Today, Sam would probably apply to a bank. More than that, however: Sam would have been able to live above the immediate purchase power of his salary because he is surrounded by the invisible, omnipresent means to do so. In 1865, or 1853, banks would simply not loan money to the likes of Sam. In order to borrow money, Sam has to turn to his very human network – his family, his employer, his friends.

We underestimate the massiveness of these exchanges. It was in getting credit, as well as higher wages, that the working class came to know the bourgeoisie. It was face to face knowledge, it was indelible, and the hostility it created ensured the creation of further hostilities all over the West for two hundred years. The collapse of this face to face encounter erased a factor that played a huge role in the creation of class consciousness. In its place has come a form of mimetism – the imitation of the wealthier by the less wealthy. This is the prevailing mode in our everyday symbolic interactions.

The long implementation of the new form of capitalism, in the sixties and seventies, provoked a crisis of authenticity among the left’s intellectuals of the period. It is this that partly explains the popularity of total systems of control – whether it is Foucault’s regime of surveillance, or Galbraith’s technostructure.
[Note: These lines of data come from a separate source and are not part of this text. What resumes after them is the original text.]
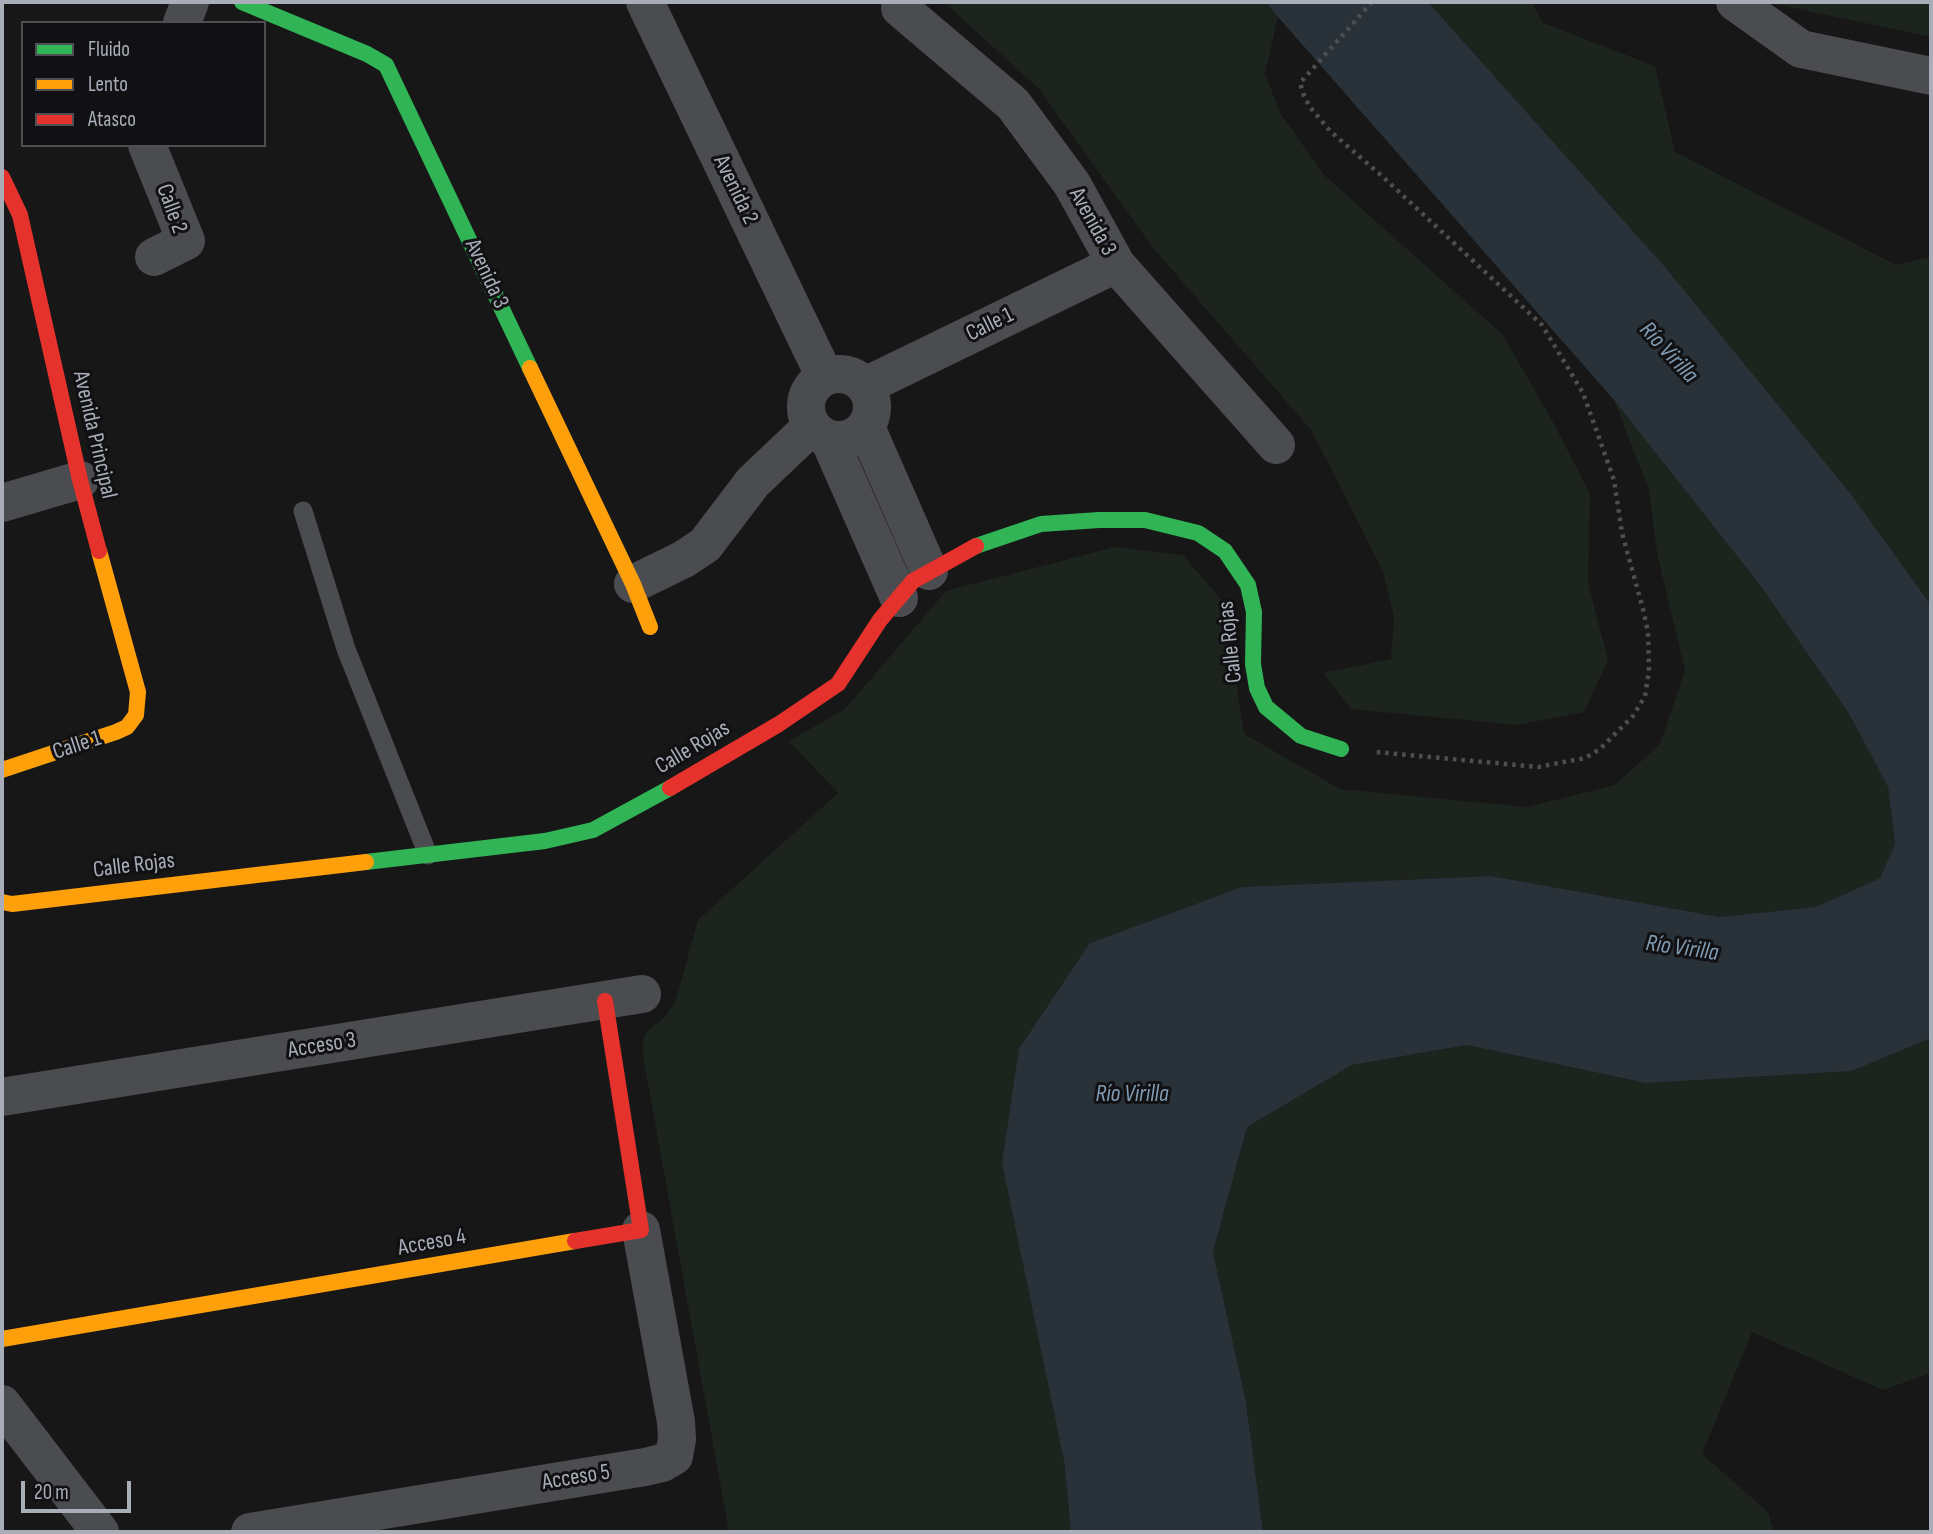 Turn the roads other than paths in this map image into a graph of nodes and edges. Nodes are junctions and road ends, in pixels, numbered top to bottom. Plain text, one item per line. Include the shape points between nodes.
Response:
1 (190, 2) edge
2 (242, 2) edge
3 (645, 2) edge
4 (1735, 2) edge
5 (900, 8) dead end
6 (183, 21) edge
7 (1931, 76) edge
8 (148, 147) edge
9 (2, 177) edge
10 (11, 217) edge
11 (154, 257) dead end
12 (1116, 264) junction
13 (825, 377) junction
14 (865, 386) junction
15 (866, 427) junction
16 (820, 432) junction
17 (1276, 445) dead end
18 (80, 480) junction
19 (2, 503) edge
20 (303, 510) dead end
21 (929, 571) junction
22 (633, 584) junction
23 (899, 598) junction
24 (650, 627) dead end
25 (138, 705) joint
26 (1341, 749) road end
27 (2, 771) edge
28 (428, 855) junction
29 (2, 902) edge
30 (642, 994) dead end
31 (605, 1000) junction
32 (2, 1097) edge
33 (640, 1230) junction
34 (2, 1339) edge
35 (2, 1404) edge
36 (100, 1532) edge
37 (250, 1532) edge

1 - 6 street
2 - 22 street, Avenida 3 via 386,65
3 - 13 street, Avenida 2
4 - 7 street via 1801,49
5 - 12 street, Avenida 3 via 1013,104 1072,184
8 - 11 street, Calle 2 via 186,241
9 - 10 street, Avenida Principal
10 - 18 street, Avenida Principal
12 - 14 street, Calle 1
12 - 17 street, Avenida 3
13 - 14 street via 847,375
13 - 16 street via 809,393 806,404 807,415
14 - 15 street via 872,406
15 - 16 street via 850,439
15 - 21 street
16 - 22 street via 753,482 705,545
16 - 23 street
18 - 19 street
18 - 25 street, Avenida Principal
20 - 28 lane via 346,649
21 - 23 street, Calle Rojas
21 - 26 street, Calle Rojas via 969,548 1041,524 1145,520 1198,533 1225,551 1248,585 1254,612 1253,664 1266,707 1301,736
22 - 24 street, Avenida 3
23 - 28 street, Calle Rojas via 838,684 636,808 593,830 545,841
25 - 27 street, Calle 1 via 127,727
28 - 29 street, Calle Rojas
30 - 31 street, Acceso 3
31 - 32 street, Acceso 3
31 - 33 street
33 - 34 street, Acceso 4
33 - 37 street, Acceso 5 via 676,1422 674,1456 645,1467
35 - 36 street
By removing the traditional modes of hostility from the relationship between the working class and the management class -- by removing, in effect, the theater of the negotiation -- the system, in effect, paralyzed the working class, and put its intellectuals into an untenable position. The smartest of them, like Foucault, realized that the dialectical truth of the moment was not simply that control had achieved a greater level of penetration and invisibility, but that it had suddenly created both the means and the necessity of producing pleasure.

Well, we will see if this system can overcome its contradictions. One thing is for sure: the death of socialism was not a victory for capitalism. Both were utterly transformed in that struggle. To tell you the truth, the struggle still goes on. In spite of Suellentrop’s crowing.